Much like this global example, the construction industry’s cartelisation in our country is well known. They operate under the wilfully ignorant eyes of the regulators, and only occasionally slapped on the wrist.
This hoarding has more serious faces. For example, if the product being hoarded is medicine, particularly life saving drugs, then it is a question of legality as much as it is of morality. When medicines are hoarded, that is when immorality is at its zenith in society and business, and we have unfortunately reached that unsettling milestone.
A friend of mine is prone to panic attacks. The friend has been prescribed a drug from the family of benzodiazepines, produced by a multinational. This drug he mentions is perennially kept in short supply, due to undeclared collaboration between distributors and pharmacies.

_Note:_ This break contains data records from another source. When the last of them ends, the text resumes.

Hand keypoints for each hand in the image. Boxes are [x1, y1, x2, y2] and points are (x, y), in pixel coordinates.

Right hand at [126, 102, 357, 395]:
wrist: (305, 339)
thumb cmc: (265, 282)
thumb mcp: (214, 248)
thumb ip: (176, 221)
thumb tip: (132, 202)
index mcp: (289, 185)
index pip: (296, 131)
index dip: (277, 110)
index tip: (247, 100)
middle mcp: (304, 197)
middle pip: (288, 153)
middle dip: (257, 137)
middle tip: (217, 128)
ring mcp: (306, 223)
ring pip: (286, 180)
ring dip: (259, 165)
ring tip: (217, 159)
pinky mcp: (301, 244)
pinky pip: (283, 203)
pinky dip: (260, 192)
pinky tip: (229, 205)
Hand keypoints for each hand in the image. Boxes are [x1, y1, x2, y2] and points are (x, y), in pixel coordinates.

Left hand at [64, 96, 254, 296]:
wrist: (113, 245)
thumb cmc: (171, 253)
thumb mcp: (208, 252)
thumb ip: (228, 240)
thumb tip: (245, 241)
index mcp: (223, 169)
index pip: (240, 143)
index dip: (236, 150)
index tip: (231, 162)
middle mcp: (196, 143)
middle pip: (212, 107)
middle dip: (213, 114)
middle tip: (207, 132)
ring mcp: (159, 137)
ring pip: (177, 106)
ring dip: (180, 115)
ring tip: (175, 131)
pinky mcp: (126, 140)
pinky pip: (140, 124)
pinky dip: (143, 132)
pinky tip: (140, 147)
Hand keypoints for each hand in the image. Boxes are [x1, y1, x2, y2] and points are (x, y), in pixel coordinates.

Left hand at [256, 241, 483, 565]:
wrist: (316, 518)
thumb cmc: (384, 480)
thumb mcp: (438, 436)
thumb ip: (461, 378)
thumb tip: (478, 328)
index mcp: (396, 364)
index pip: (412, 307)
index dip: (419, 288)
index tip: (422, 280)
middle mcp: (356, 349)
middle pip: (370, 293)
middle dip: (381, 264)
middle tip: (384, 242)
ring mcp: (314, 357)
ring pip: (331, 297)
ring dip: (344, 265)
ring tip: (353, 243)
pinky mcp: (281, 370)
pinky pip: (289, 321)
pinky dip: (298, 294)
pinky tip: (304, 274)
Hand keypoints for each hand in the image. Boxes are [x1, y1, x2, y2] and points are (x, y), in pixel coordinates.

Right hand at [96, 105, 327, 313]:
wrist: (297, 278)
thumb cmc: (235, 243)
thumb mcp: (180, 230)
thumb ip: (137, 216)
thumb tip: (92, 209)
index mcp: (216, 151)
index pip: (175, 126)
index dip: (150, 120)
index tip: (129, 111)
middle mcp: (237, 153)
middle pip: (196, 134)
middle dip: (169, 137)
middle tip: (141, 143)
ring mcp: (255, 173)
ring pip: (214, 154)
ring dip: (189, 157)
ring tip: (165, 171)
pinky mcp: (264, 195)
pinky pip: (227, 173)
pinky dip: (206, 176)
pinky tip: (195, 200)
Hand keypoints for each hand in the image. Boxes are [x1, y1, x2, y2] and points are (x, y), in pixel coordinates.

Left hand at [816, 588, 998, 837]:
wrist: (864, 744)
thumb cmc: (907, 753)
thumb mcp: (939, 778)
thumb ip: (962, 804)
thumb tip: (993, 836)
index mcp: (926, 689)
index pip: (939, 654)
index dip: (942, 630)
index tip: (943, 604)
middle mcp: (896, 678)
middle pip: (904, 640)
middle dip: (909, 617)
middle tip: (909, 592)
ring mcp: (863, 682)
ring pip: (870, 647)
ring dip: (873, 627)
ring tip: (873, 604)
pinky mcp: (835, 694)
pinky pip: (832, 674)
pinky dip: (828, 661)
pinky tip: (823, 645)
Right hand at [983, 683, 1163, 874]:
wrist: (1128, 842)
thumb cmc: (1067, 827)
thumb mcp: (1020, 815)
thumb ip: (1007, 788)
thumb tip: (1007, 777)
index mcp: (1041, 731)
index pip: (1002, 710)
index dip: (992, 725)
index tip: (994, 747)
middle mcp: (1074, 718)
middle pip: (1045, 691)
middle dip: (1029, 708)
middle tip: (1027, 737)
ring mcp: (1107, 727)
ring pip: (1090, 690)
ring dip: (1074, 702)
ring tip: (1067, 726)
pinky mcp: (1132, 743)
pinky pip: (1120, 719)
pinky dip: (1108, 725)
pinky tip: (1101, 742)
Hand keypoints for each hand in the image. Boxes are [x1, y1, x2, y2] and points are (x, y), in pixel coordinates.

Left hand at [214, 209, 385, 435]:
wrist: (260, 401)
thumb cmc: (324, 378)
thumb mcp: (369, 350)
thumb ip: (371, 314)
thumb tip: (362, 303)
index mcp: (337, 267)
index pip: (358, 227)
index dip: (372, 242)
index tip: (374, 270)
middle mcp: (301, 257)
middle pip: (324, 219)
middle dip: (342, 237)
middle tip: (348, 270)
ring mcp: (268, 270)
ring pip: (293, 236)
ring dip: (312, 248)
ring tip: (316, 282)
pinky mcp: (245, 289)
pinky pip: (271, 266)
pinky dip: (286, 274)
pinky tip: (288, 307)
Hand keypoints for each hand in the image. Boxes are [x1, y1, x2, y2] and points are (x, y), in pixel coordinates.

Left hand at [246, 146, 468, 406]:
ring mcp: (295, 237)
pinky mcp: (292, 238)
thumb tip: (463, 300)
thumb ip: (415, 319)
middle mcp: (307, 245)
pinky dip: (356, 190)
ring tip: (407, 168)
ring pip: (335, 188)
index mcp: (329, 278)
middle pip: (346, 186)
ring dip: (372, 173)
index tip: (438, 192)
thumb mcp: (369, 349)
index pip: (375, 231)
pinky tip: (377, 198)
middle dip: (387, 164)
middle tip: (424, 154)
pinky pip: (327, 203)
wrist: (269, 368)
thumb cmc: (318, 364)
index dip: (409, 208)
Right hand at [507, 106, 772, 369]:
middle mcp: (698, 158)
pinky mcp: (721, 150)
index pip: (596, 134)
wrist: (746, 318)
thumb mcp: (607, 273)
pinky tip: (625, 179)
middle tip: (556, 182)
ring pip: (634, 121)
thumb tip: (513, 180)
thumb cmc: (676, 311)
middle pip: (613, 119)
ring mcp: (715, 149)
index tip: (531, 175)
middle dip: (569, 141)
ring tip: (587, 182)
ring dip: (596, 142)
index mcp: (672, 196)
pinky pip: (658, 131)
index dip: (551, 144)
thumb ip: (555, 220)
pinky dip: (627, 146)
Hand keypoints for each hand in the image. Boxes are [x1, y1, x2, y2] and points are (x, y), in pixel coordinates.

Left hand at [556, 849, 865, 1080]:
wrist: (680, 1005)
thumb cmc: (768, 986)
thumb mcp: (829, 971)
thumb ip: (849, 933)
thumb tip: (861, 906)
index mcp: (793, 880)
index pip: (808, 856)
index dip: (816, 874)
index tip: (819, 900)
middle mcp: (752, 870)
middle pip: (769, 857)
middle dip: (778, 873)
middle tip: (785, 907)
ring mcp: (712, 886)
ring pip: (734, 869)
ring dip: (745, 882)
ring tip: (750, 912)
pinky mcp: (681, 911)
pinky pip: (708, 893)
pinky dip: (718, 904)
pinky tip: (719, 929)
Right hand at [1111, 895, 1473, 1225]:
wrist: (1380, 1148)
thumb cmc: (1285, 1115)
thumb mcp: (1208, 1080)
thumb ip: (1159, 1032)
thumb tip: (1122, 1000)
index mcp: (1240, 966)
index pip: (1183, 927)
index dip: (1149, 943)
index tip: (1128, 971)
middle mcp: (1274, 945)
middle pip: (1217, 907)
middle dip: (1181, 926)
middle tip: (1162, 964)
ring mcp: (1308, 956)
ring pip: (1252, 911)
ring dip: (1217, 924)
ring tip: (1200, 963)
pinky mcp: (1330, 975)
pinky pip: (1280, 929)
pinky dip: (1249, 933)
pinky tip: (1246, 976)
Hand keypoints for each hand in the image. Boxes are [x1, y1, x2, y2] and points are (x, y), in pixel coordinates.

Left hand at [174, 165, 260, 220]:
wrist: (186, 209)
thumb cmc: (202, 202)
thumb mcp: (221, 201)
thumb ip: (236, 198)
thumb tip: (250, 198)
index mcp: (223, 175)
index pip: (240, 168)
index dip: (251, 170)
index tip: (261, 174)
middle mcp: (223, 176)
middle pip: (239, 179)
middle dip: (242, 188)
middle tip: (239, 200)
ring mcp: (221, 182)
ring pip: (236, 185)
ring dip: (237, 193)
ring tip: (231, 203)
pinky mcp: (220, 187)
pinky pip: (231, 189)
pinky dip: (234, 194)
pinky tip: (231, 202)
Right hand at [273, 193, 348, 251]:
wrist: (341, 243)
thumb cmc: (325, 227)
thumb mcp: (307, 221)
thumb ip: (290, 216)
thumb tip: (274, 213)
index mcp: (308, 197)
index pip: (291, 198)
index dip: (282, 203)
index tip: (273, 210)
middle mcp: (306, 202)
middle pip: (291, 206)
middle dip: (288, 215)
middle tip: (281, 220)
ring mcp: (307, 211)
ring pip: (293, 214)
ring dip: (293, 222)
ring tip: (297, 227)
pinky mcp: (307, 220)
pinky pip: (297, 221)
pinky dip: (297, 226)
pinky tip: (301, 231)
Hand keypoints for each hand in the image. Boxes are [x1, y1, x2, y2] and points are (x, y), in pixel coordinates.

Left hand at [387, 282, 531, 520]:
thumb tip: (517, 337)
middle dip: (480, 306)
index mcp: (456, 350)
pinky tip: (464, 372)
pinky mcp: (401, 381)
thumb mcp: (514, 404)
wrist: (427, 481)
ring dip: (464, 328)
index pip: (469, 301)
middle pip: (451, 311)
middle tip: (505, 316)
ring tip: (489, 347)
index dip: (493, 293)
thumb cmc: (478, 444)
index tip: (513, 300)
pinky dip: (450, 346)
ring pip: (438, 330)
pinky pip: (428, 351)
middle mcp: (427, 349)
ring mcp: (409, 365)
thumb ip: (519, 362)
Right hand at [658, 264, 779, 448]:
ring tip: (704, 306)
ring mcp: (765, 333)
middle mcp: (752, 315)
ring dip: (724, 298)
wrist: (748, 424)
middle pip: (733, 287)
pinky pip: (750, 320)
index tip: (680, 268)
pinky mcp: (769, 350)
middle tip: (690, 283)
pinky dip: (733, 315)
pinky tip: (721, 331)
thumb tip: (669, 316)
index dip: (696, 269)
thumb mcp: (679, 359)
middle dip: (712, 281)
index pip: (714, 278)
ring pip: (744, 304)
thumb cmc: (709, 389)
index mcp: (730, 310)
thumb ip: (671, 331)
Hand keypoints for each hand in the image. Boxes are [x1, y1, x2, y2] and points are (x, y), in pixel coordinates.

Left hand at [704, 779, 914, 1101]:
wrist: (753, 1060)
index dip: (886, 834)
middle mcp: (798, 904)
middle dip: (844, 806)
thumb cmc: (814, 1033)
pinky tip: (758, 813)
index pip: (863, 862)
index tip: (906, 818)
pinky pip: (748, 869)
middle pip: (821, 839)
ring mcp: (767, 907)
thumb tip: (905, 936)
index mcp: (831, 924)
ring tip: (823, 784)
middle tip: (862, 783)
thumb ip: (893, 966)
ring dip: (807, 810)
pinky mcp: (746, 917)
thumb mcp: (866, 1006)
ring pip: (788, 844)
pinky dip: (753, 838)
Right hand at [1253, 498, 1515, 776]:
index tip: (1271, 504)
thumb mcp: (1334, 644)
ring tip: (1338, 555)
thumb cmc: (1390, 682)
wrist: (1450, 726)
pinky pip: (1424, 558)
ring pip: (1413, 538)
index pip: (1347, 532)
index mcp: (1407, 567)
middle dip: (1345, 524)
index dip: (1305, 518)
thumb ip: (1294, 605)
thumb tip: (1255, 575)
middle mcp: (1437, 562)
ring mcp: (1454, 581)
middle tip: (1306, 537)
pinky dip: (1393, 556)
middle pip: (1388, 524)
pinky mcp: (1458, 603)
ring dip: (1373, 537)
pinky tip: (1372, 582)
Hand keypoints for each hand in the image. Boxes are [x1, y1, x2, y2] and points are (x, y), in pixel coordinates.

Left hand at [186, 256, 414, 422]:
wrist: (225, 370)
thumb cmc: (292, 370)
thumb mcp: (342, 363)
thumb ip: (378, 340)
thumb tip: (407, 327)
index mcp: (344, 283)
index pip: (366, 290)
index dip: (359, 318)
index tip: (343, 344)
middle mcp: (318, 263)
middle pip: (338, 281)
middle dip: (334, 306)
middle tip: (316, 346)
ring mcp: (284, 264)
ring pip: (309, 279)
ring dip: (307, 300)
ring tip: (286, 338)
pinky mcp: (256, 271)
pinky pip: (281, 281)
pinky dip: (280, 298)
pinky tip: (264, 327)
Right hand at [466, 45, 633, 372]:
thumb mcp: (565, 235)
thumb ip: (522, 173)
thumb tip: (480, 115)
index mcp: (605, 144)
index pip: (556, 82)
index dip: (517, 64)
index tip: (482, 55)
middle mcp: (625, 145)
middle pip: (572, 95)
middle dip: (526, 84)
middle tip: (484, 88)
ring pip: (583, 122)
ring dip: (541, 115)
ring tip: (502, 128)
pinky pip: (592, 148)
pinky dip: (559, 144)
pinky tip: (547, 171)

The objective is obvious, to keep low supply and charge sky high prices. The official price printed is less than Rs 5000 for a box of three strips, but because of the excellent relations, my friend enjoys with an unqualified, self styled, pharmacist, he is able to get his medicines for a significantly lower PKR 3000-3500. One can only imagine how hard battling something like mental illness is without having to worry about exploitative drug prices.
One of the worst kinds of hoarding at the best of times is grains, vegetables, and meats, and will be especially felt in the current scenario. Any gains from this must be nauseating to a human with a live soul. But the fact that nobody is throwing up, means, at least, the soul has taken a flight to its noble Origin and End. No gains satiate hoarders. And if a plea to humanity does not work, perhaps one citing God might just. I would remind the hoarder that it is with deep anguish I have restrained myself from quoting the Quran and its many injunctions on hoarding and hoarders.
Is it then moral for businesses to take future contracts for making profits, and then to ask for relief for the losses, due to price movements? It is a cause of anguish when a wrong business decision is compensated by taxpayers.
Even seemingly simple things like lawn clothes, there is an element of hoarding for the in-print material. The most exquisite prints are either reserved for the privileged at the stated price or are sold at skyrocketing prices to those unconnected with the shopkeeper. Isn’t this also hoarding? And thus immoral?
We, as a society, are possessed by the demon of greediness, and have lost the tastefulness of life. Greed is a compound of all evils. In this time of pandemic, some have made handsome profits by blackmarketing hoarded sanitisers, tissue paper boxes, toilet rolls, masks, surgical gloves, etc. Shockingly, I read that in the small city of Haiel, in Saudi Arabia, a shop was raided and the authorities recovered 1.7 million masks. In a single shop! At the same time, consumers have been no better, panic buying and hoarding far more than they need. It seems there is no shortage of partners in crime, and no realisation of the crime either.